The short story Thirst has always struck a chord in me. It makes me think about what I want and how I live.

Sometimes we look at our lives—our fears and desires—and dive deeper. Not because we are unafraid, but because we know it is necessary to living in our authenticity. We choose to dive deeper into ourselves and bravely face what we may find there, because we don’t want a shallow kind of life.

My ongoing challenge is continuing to open myself up to a wide spectrum of feelings, rather than shutting down when I face a difficult one. For instance, I find it challenging to form attachments to others. Or I should say that I find it easy yet painful to form those attachments.

My past experience has created a belief system that delivers a one-two punch: If I care for someone, he/she will hurt me. At the moment I realize I’m attaching, I feel deep physical and emotional pain. My challenge has been to stay with that pain—to sit and hold its hand until it passes. I dive deeper, not because I enjoy the experience. I hate it. I dive deeper because I desperately want to get to the other side of that experience and feel joy when I care about someone. I will never get to that place if I can’t first sit inside of that pain and figure it out.

That’s the thing about change: there’s no shortcut.

We can’t avoid pain just because we deny it. In fact, the only way through is actually through. We have to dive in and allow ourselves to feel whatever it is that we’re feeling—without trying to lie to ourselves or look good to others. If we’re going to be authentic, we have to let go of the bullsh*t. We have to stop trying to make our lives look perfect, pretending we’re fine when we’re not.
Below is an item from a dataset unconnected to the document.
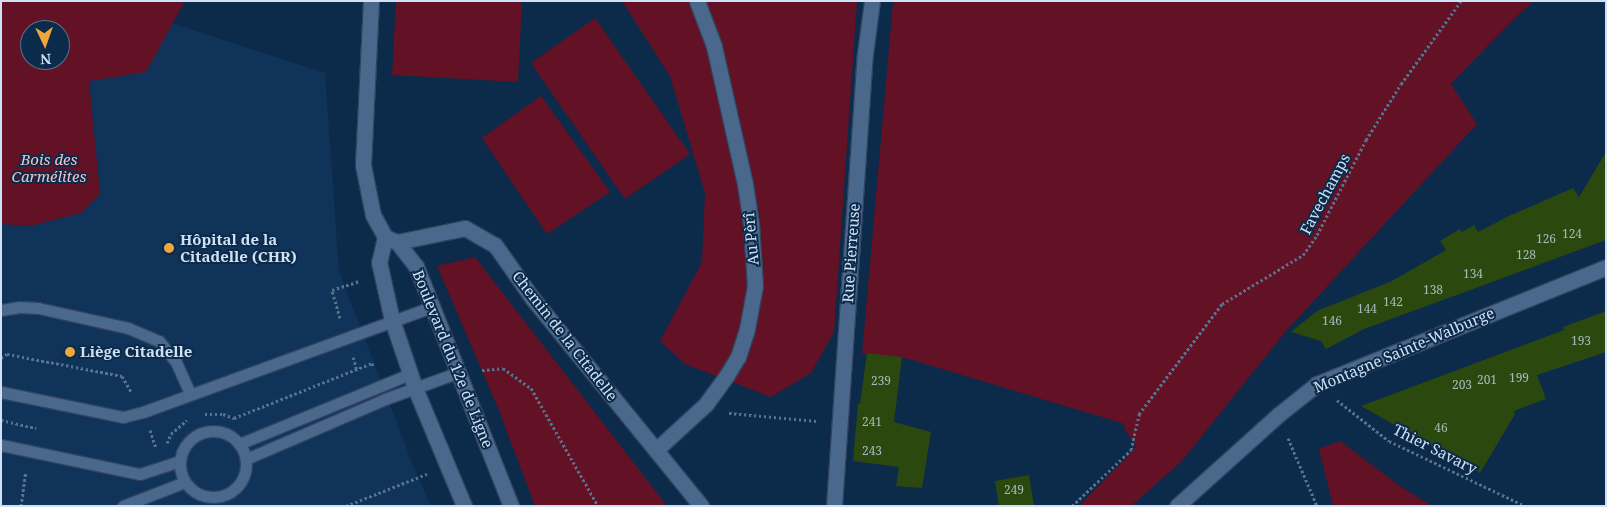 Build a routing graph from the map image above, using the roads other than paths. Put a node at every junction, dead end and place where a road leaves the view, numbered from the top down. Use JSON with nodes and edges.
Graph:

I work with some amazing people. I had a difficult month where I felt like I was being hit with more sh*t than I could take, and a few days I sat at my desk and leaked tears. I silently cried while I worked, and my coworkers just let me be. Sure, a few of them checked in to see if I was alright or needed any help—and then they gave me space just to feel what I was feeling and get through it. I didn’t feel judged that I was crying at work.
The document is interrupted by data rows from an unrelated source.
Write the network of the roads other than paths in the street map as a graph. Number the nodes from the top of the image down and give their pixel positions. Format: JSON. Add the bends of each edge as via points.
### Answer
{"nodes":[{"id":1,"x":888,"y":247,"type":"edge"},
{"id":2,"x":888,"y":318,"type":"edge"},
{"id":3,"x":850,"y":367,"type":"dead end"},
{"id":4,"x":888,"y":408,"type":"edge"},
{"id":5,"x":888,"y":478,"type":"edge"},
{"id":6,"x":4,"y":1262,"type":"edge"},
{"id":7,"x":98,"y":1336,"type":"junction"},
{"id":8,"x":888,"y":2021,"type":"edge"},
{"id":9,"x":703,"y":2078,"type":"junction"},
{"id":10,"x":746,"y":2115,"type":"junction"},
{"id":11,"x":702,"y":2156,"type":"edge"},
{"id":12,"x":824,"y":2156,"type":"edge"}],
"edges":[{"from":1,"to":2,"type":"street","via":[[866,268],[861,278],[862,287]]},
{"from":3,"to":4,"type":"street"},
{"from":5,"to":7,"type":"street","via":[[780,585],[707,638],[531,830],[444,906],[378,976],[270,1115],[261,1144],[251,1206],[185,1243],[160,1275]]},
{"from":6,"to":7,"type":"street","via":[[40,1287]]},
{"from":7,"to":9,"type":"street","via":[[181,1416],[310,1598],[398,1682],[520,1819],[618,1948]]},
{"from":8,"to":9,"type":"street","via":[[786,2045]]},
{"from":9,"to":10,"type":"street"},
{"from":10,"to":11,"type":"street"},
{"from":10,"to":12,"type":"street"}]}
Being strong was so much of a burden that I just couldn’t hold everything in, and I was given the space to do that. I still got sh*t done at work, and I still took care of my kids. I was running my life like a boss, but I was also allowing myself to feel all the things that I felt.

That’s what authenticity is about. We stop trying to prove a point or look like we’re living our lives a certain way. It’s about taking off all of our masks and saying, This is where I am. This is real.
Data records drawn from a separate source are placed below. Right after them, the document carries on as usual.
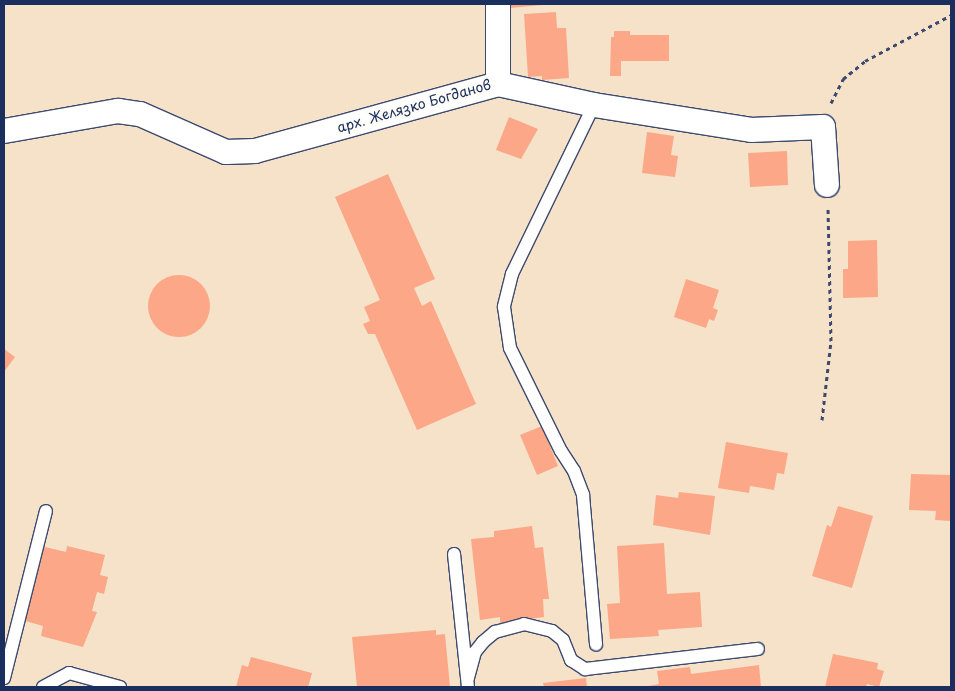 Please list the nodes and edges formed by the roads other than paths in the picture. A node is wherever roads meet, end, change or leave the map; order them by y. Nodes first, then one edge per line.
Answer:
1 (498, 4) edge
2 (498, 84) junction
3 (594, 106) junction
4 (4, 131) edge
5 (827, 185) road end
6 (46, 512) dead end
7 (454, 554) dead end
8 (596, 644) dead end
9 (758, 649) dead end
10 (4, 678) edge
11 (468, 682) edge
12 (43, 687) edge
13 (120, 687) edge

1 - 2 street, арх. Желязко Богданов
2 - 3 street
2 - 4 street, арх. Желязко Богданов
3 - 5 street
3 - 8 lane
6 - 10 lane
7 - 11 lane
9 - 11 lane
12 - 13 lane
I can’t speak for anyone else, but I respect the hell out of people who live like that. Don’t tell me that your house is always clean and your kids are always well-behaved. Don’t tell me that you recreated the perfect Pinterest project, contoured your makeup, baked a cake and still had time to run a marathon (all on the same day, of course).

During my marriage, I kept up a certain life online, because I didn’t know how to say that I was so disappointed in how things had turned out for me. Or that I was miserably lonely and thought that maybe I always would be.

I didn’t know how to say any of that, so I didn’t say anything at all.

A whole part of my life was absent, because I didn’t know what to say that wouldn’t tear a hole in the fabric of the lies I had wrapped around myself.

When we get tired of those masks and pretensions, we begin to gather our courage to dive deeper into our own lives to create change. We begin to choose growth and cast aside all the illusions we’ve built. We begin to say how we really feel and accept that it’s okay that we don’t always feel good. And, strangely, we feel good more often once we stop trying to pretend that we never feel bad.

It’s amazing how doors begin to open when we stop trying to hide so much of ourselves from the world! Instead of trying to please a few difficult people, we learn to please ourselves—by being real. And we often find that people do respect that, and it gives them courage to find their own core of authenticity. There’s a chain reaction.

Maybe we’re still afraid. Maybe we’re scared as hell nine times out of 10, but we’re still going to dive. We know we’ll never get what we want until we move forward.

So we push ourselves. We dive deep. We feel everything that we denied and tried to hide rise to the surface. It’s not dragging us down, but lifting us up.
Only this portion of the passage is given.